Jurors in New Haven, Conn., federal court this week found that Connecticut-based dually registered investment advisory firm Westport Capital Markets LLC and its owner, Christopher E. McClure, knowingly defrauded their advisory clients by repeatedly purchasing securities that generated significant undisclosed compensation, enriching themselves at their clients' expense.

The jurors found that Westport Capital and McClure acted willfully and recklessly under the anti-fraud provisions of the Investment Advisers Act of 1940.

That follows actions from last September, when the court granted the SEC partial summary judgment against Westport Capital and McClure for failure to disclose their conflicts of interest and for aiding and abetting in unauthorized principal transactions resulting in $1 million in client losses and approximately $780,000 in undisclosed mark-ups and fees, on top of the advisory fees clients paid the firm.

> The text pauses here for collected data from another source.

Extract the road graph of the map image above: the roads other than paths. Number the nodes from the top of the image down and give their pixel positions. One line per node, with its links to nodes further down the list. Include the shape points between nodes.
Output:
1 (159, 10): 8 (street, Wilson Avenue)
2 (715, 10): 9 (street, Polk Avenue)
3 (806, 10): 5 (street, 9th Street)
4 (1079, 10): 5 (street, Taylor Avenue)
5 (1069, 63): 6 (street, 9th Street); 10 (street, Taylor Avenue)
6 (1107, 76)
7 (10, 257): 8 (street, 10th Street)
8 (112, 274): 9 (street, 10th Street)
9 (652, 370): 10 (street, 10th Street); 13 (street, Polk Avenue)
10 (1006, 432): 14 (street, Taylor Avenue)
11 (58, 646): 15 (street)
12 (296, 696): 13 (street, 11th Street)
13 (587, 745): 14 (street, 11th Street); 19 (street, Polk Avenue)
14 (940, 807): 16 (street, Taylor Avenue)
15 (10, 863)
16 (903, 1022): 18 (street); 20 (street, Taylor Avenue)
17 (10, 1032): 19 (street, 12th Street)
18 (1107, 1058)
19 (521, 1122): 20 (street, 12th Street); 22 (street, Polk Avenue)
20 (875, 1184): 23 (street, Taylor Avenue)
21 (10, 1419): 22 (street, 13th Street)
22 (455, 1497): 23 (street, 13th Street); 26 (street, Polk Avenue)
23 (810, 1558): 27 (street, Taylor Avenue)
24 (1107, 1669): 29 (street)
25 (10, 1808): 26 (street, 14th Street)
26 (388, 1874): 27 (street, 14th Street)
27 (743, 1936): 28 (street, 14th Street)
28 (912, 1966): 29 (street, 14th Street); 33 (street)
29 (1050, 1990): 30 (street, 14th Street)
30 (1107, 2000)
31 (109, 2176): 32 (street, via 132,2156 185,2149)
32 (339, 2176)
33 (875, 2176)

The court this week affirmed that for several years Westport purchased securities from underwriters at a discount to the public offering price and then, acting as a principal for its own account, re-sold those same securities to its advisory clients at higher prices without disclosing the mark-up.

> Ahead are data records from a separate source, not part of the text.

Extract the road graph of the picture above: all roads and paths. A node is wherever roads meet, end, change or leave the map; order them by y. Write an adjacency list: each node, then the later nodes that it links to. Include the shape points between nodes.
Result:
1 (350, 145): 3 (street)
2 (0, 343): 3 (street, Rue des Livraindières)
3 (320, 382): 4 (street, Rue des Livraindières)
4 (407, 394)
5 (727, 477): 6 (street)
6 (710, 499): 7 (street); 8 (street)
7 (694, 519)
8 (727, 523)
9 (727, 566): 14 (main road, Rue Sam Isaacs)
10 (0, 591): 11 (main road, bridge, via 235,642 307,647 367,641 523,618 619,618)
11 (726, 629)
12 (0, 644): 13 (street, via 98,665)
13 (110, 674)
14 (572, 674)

Westport and McClure sometimes held the securities in client accounts for only a short period of time before re-selling the securities and then investing client funds in another offering with a mark-up, the court found.

The court also affirmed the SEC’s assertion that Westport and McClure defrauded a client by acting contrary to the client's express objectives and instead repeatedly investing the client in risky offerings that generated hidden mark-ups.

Westport and McClure were found to have made false and misleading representations to clients regarding the compensation that Westport would receive from their accounts.

Westport, in its capacity as a broker-dealer, received undisclosed mutual fund distribution fees, known as 12b-1 fees, when Westport and McClure invested advisory clients in certain mutual fund share classes, the court found.

The court found that Westport and McClure did not disclose to clients the conflict of interest that this created. In certain instances, Westport and McClure invested clients in mutual fund shares with 12b-1 fees even when cheaper shares of the same funds were available without 12b-1 fees.